Freddie Mac delivers new low-down loan
Freddie Mac delivers new low-down loan
What’s up with mortgage rates? Jeff Lazerson of Mortgage Grader in Laguna Niguel gives us his take.
From Freddie Mac’s weekly survey: The 30-year fixed rate dropped nicely, landing at 3.78 percent from last week’s 3.86 percent. The 15-year fixed improved as well, to 3.06 percent from last week’s 3.10 percent.
The Mortgage Bankers Association reports a four percent drop in loan application volume from the previous week.
BOTTOM LINE: Assuming a borrower gets the average 30-year conforming fixed rate on a $ 417,000 loan, last year’s rate of 4.32 percent and payment of $ 2,068 is $ 130 more than this week’s payment of $ 1,938.

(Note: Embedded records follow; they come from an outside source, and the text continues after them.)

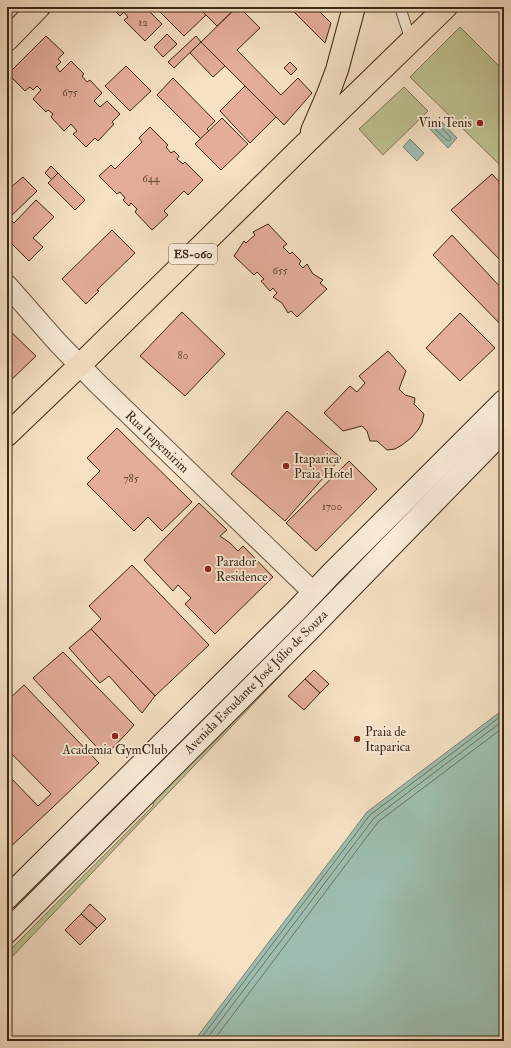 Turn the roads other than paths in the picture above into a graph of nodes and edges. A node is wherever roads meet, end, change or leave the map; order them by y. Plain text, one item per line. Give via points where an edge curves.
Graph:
1 (39, 7) edge
2 (354, 7) edge
3 (400, 7) edge
4 (446, 7) edge
5 (7, 40) edge
6 (411, 41) junction
7 (306, 143) junction
8 (7, 285) edge
9 (79, 366) junction
10 (504, 402) edge
11 (504, 430) edge
12 (7, 435) edge
13 (314, 593) junction
14 (7, 898) edge
15 (7, 932) edge

1 - 5 main road
2 - 7 main road, ES-060 via 337,70
3 - 6 lane
4 - 6 main road, ES-060
6 - 7 main road, ES-060
7 - 9 main road, ES-060
8 - 9 street, Rua Itapemirim
9 - 12 main road, ES-060
9 - 13 street, Rua Itapemirim
10 - 13 street, Avenida Estudante José Júlio de Souza
11 - 15 street, Avenida Estudante José Júlio de Souza via 311,628
13 - 14 street, Avenida Estudante José Júlio de Souza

WHAT I SEE: From rate sheets hitting my desk that are not part of Freddie Mac’s survey: Locally, well qualified borrowers can get a rate of 3.25 percent on a 10-year, fully amortized fixed, 3.375 percent on a 15-year fixed, 3.625 percent on a 20-year fixed and 3.875 percent on a 30-year fixed, all with no-closing costs.
WHAT I THINK: Starting Monday, Freddie Mac brings to you and yours a hot new loan product for just a 3-percent purchase down payment or 3-percent equity in the event you want to refinance.
Having little equity, being able to possibly reduce your interest rate and reduce your more expensive monthly mortgage insurance is a homerun.
Freddie calls it Home Possible Advantage.
Here’s what’s really important. You do not have to be a first-time buyer.
If you are purchasing, you can use 100 percent gift funds for your down payment, closing costs, escrow impounds. No payment reserves are required.
The first trust deed must be a 30-year fixed, fully amortizing loan.
Approved second mortgages – dubbed Affordable Seconds by Freddie – are allowed to cover settlement charges up to 105 percent of the property value. This is also known as a silent second. No payment is required on the second mortgage under this program until after the fifth year.
The monthly mortgage insurance charge is extraordinarily inexpensive for this low-down loan. The lowest middle FICO score of all borrowers factors into your actual mortgage insurance expense.
The maximum Orange County loan amount is $ 417,000. You must occupy the property as your residence. You can only purchase a one-unit property (single family home, condo, town house).
The maximum Orange County household income allowed for this program is $ 91,980. There is no income limitation if you are buying in a designated underserved area.
If the lender is using Loan Prospector, Freddie’s automated underwriting engine, there is no mention of minimum credit score or debt-to-income ratios, according to Freddie Mac’s program fact sheet. “All factors are considered, case-by-case,” said Brad German, Freddie Mac spokesman.
In other words, don’t assume you can or can’t qualify. If you have a lower credit score and have offsetting strengths like an excellent job history, you might get the green light.
Beware. Several months ago, Fannie Mae resumed its first-time buyer, 3-percent down payment program, named My Community Mortgage.
I personally have seen no promotion of this product through my wholesale lenders. An industry expert told me that program has seen little volume as lenders have been loath to promote it because the minimal mortgage insurance covers only 20 percent of the loan-to-value if you default.
The standard Fannie 3-percent down insures 36 percent of the loan-to-value. And, steering borrowers into Federal Housing Administration financing earns the lenders more income and less exposure than any of these programs.
Fannie Mae spokesman Andrew Wilson was not able to provide any loan volume numbers for the My Community Mortgage program.
The required mortgage insurance for Fannie Mae’s standard 3-percent down loan can cost almost double the monthly mortgage insurance charges of the My Community Mortgage, according to private mortgage insurer MGIC.
Make sure you specifically shop for the Freddie Mac Home Possible Advantage program, or alternatively, Fannie’s My Community Program.
Another reason to consider the Freddie program is you can eventually get the mortgage insurance removed under terms of the Homeownership Equity Protection Act. FHA minimal down payments require mortgage insurance for the life of the loan.